Saved entries

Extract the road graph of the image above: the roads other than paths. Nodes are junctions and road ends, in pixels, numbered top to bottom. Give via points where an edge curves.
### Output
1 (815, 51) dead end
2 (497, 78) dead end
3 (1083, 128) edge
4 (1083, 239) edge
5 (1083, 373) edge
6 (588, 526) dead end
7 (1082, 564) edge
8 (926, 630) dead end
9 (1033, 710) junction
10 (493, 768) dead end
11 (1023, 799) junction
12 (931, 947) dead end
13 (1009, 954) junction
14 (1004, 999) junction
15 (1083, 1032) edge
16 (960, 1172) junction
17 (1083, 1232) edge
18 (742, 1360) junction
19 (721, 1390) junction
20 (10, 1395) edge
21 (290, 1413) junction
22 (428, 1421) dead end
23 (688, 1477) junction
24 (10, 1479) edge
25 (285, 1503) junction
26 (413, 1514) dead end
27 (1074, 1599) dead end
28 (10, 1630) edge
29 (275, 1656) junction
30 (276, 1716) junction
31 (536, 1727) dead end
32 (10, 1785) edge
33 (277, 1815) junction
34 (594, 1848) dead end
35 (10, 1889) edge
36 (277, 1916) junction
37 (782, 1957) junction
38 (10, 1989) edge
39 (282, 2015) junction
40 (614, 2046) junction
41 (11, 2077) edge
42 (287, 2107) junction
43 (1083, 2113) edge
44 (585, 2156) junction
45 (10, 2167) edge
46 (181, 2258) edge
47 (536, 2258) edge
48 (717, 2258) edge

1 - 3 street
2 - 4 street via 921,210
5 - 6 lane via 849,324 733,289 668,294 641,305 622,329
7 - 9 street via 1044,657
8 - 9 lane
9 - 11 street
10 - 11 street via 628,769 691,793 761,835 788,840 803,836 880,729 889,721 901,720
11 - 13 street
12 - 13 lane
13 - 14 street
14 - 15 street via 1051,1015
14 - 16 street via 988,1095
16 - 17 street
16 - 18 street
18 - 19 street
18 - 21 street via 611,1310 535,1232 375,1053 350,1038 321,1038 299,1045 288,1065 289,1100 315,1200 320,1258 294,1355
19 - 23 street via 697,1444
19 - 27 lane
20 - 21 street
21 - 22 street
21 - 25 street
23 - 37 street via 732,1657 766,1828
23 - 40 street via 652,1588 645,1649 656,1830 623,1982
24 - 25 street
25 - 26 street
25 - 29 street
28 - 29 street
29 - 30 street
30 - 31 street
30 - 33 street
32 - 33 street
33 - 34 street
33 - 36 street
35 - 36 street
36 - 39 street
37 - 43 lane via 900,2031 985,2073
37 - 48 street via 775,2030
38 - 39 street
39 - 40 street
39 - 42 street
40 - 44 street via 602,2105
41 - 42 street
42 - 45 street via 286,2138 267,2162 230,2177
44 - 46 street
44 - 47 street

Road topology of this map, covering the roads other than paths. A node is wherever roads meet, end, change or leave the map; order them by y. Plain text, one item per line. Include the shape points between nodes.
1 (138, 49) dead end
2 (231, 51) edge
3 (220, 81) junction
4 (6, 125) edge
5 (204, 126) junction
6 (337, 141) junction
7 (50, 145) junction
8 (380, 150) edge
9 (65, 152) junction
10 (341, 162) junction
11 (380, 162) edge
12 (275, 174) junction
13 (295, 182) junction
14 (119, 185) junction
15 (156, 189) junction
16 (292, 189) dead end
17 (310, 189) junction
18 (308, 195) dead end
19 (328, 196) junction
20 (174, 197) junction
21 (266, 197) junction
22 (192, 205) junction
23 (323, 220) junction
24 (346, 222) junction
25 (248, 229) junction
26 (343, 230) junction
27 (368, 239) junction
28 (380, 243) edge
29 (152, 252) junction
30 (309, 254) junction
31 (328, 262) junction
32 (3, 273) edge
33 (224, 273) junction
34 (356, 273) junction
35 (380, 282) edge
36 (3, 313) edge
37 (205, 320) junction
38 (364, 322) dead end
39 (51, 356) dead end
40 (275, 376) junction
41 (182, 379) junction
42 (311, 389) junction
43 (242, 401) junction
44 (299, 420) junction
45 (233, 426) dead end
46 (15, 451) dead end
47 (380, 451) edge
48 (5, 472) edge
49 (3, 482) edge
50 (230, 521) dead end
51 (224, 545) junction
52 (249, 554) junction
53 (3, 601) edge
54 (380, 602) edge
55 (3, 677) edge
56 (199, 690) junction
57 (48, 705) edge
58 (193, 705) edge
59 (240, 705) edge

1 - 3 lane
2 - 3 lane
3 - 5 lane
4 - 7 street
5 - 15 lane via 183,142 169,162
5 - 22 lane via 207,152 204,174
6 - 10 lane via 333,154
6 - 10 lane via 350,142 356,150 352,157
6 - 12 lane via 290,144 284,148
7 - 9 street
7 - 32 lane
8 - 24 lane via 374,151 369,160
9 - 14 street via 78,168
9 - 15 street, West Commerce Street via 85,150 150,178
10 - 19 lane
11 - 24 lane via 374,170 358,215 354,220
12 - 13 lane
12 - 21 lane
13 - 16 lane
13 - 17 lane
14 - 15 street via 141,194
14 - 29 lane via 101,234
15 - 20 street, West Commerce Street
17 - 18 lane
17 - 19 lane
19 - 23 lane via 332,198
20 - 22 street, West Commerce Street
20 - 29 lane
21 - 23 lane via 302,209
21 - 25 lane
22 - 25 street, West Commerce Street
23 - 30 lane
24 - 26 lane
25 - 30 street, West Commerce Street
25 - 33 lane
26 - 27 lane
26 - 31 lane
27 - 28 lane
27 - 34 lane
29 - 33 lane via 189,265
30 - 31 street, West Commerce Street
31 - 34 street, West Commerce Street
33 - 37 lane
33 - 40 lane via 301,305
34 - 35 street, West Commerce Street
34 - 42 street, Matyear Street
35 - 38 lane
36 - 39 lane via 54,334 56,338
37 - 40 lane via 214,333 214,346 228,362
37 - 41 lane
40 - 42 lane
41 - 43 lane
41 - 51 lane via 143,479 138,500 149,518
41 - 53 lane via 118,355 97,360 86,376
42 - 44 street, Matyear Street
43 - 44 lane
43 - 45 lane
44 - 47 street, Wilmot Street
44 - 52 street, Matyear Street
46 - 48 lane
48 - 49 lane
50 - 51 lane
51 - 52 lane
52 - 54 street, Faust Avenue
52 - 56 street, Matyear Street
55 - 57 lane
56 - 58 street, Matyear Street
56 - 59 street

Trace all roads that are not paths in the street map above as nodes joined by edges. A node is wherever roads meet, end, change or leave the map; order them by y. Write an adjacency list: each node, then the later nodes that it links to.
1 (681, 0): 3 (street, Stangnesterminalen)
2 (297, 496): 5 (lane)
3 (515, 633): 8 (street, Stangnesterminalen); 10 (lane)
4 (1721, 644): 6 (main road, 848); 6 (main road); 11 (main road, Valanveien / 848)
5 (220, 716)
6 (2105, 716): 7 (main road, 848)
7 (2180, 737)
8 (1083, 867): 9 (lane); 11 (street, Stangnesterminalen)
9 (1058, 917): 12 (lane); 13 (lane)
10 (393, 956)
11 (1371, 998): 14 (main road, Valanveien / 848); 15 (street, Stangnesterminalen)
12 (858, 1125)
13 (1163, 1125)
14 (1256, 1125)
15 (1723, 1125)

### [Exercise instructions]
Would you output every entry exactly as it was written?

### [Response to this task]
Extract the road graph of the image above: the roads other than paths. Nodes are junctions and road ends, in pixels, numbered top to bottom. Give via points where an edge curves.
### Output
1 (815, 51) dead end
2 (497, 78) dead end
3 (1083, 128) edge
4 (1083, 239) edge
5 (1083, 373) edge
6 (588, 526) dead end
7 (1082, 564) edge
8 (926, 630) dead end
9 (1033, 710) junction
10 (493, 768) dead end
11 (1023, 799) junction
12 (931, 947) dead end
13 (1009, 954) junction
14 (1004, 999) junction
15 (1083, 1032) edge
16 (960, 1172) junction
17 (1083, 1232) edge
18 (742, 1360) junction
19 (721, 1390) junction
20 (10, 1395) edge
21 (290, 1413) junction
22 (428, 1421) dead end
23 (688, 1477) junction
24 (10, 1479) edge
25 (285, 1503) junction
26 (413, 1514) dead end
27 (1074, 1599) dead end
28 (10, 1630) edge
29 (275, 1656) junction
30 (276, 1716) junction
31 (536, 1727) dead end
32 (10, 1785) edge
33 (277, 1815) junction
34 (594, 1848) dead end
35 (10, 1889) edge
36 (277, 1916) junction
37 (782, 1957) junction
38 (10, 1989) edge
39 (282, 2015) junction
40 (614, 2046) junction
41 (11, 2077) edge
42 (287, 2107) junction
43 (1083, 2113) edge
44 (585, 2156) junction
45 (10, 2167) edge
46 (181, 2258) edge
47 (536, 2258) edge
48 (717, 2258) edge

1 - 3 street
2 - 4 street via 921,210
5 - 6 lane via 849,324 733,289 668,294 641,305 622,329
7 - 9 street via 1044,657
8 - 9 lane
9 - 11 street
10 - 11 street via 628,769 691,793 761,835 788,840 803,836 880,729 889,721 901,720
11 - 13 street
12 - 13 lane
13 - 14 street
14 - 15 street via 1051,1015
14 - 16 street via 988,1095
16 - 17 street
16 - 18 street
18 - 19 street
18 - 21 street via 611,1310 535,1232 375,1053 350,1038 321,1038 299,1045 288,1065 289,1100 315,1200 320,1258 294,1355
19 - 23 street via 697,1444
19 - 27 lane
20 - 21 street
21 - 22 street
21 - 25 street
23 - 37 street via 732,1657 766,1828
23 - 40 street via 652,1588 645,1649 656,1830 623,1982
24 - 25 street
25 - 26 street
25 - 29 street
28 - 29 street
29 - 30 street
30 - 31 street
30 - 33 street
32 - 33 street
33 - 34 street
33 - 36 street
35 - 36 street
36 - 39 street
37 - 43 lane via 900,2031 985,2073
37 - 48 street via 775,2030
38 - 39 street
39 - 40 street
39 - 42 street
40 - 44 street via 602,2105
41 - 42 street
42 - 45 street via 286,2138 267,2162 230,2177
44 - 46 street
44 - 47 street

Road topology of this map, covering the roads other than paths. A node is wherever roads meet, end, change or leave the map; order them by y. Plain text, one item per line. Include the shape points between nodes.
1 (138, 49) dead end
2 (231, 51) edge
3 (220, 81) junction
4 (6, 125) edge
5 (204, 126) junction
6 (337, 141) junction
7 (50, 145) junction
8 (380, 150) edge
9 (65, 152) junction
10 (341, 162) junction
11 (380, 162) edge
12 (275, 174) junction
13 (295, 182) junction
14 (119, 185) junction
15 (156, 189) junction
16 (292, 189) dead end
17 (310, 189) junction
18 (308, 195) dead end
19 (328, 196) junction
20 (174, 197) junction
21 (266, 197) junction
22 (192, 205) junction
23 (323, 220) junction
24 (346, 222) junction
25 (248, 229) junction
26 (343, 230) junction
27 (368, 239) junction
28 (380, 243) edge
29 (152, 252) junction
30 (309, 254) junction
31 (328, 262) junction
32 (3, 273) edge
33 (224, 273) junction
34 (356, 273) junction
35 (380, 282) edge
36 (3, 313) edge
37 (205, 320) junction
38 (364, 322) dead end
39 (51, 356) dead end
40 (275, 376) junction
41 (182, 379) junction
42 (311, 389) junction
43 (242, 401) junction
44 (299, 420) junction
45 (233, 426) dead end
46 (15, 451) dead end
47 (380, 451) edge
48 (5, 472) edge
49 (3, 482) edge
50 (230, 521) dead end
51 (224, 545) junction
52 (249, 554) junction
53 (3, 601) edge
54 (380, 602) edge
55 (3, 677) edge
56 (199, 690) junction
57 (48, 705) edge
58 (193, 705) edge
59 (240, 705) edge

1 - 3 lane
2 - 3 lane
3 - 5 lane
4 - 7 street
5 - 15 lane via 183,142 169,162
5 - 22 lane via 207,152 204,174
6 - 10 lane via 333,154
6 - 10 lane via 350,142 356,150 352,157
6 - 12 lane via 290,144 284,148
7 - 9 street
7 - 32 lane
8 - 24 lane via 374,151 369,160
9 - 14 street via 78,168
9 - 15 street, West Commerce Street via 85,150 150,178
10 - 19 lane
11 - 24 lane via 374,170 358,215 354,220
12 - 13 lane
12 - 21 lane
13 - 16 lane
13 - 17 lane
14 - 15 street via 141,194
14 - 29 lane via 101,234
15 - 20 street, West Commerce Street
17 - 18 lane
17 - 19 lane
19 - 23 lane via 332,198
20 - 22 street, West Commerce Street
20 - 29 lane
21 - 23 lane via 302,209
21 - 25 lane
22 - 25 street, West Commerce Street
23 - 30 lane
24 - 26 lane
25 - 30 street, West Commerce Street
25 - 33 lane
26 - 27 lane
26 - 31 lane
27 - 28 lane
27 - 34 lane
29 - 33 lane via 189,265
30 - 31 street, West Commerce Street
31 - 34 street, West Commerce Street
33 - 37 lane
33 - 40 lane via 301,305
34 - 35 street, West Commerce Street
34 - 42 street, Matyear Street
35 - 38 lane
36 - 39 lane via 54,334 56,338
37 - 40 lane via 214,333 214,346 228,362
37 - 41 lane
40 - 42 lane
41 - 43 lane
41 - 51 lane via 143,479 138,500 149,518
41 - 53 lane via 118,355 97,360 86,376
42 - 44 street, Matyear Street
43 - 44 lane
43 - 45 lane
44 - 47 street, Wilmot Street
44 - 52 street, Matyear Street
46 - 48 lane
48 - 49 lane
50 - 51 lane
51 - 52 lane
52 - 54 street, Faust Avenue
52 - 56 street, Matyear Street
55 - 57 lane
56 - 58 street, Matyear Street
56 - 59 street

Trace all roads that are not paths in the street map above as nodes joined by edges. A node is wherever roads meet, end, change or leave the map; order them by y. Write an adjacency list: each node, then the later nodes that it links to.
1 (681, 0): 3 (street, Stangnesterminalen)
2 (297, 496): 5 (lane)
3 (515, 633): 8 (street, Stangnesterminalen); 10 (lane)
4 (1721, 644): 6 (main road, 848); 6 (main road); 11 (main road, Valanveien / 848)
5 (220, 716)
6 (2105, 716): 7 (main road, 848)
7 (2180, 737)
8 (1083, 867): 9 (lane); 11 (street, Stangnesterminalen)
9 (1058, 917): 12 (lane); 13 (lane)
10 (393, 956)
11 (1371, 998): 14 (main road, Valanveien / 848); 15 (street, Stangnesterminalen)
12 (858, 1125)
13 (1163, 1125)
14 (1256, 1125)
15 (1723, 1125)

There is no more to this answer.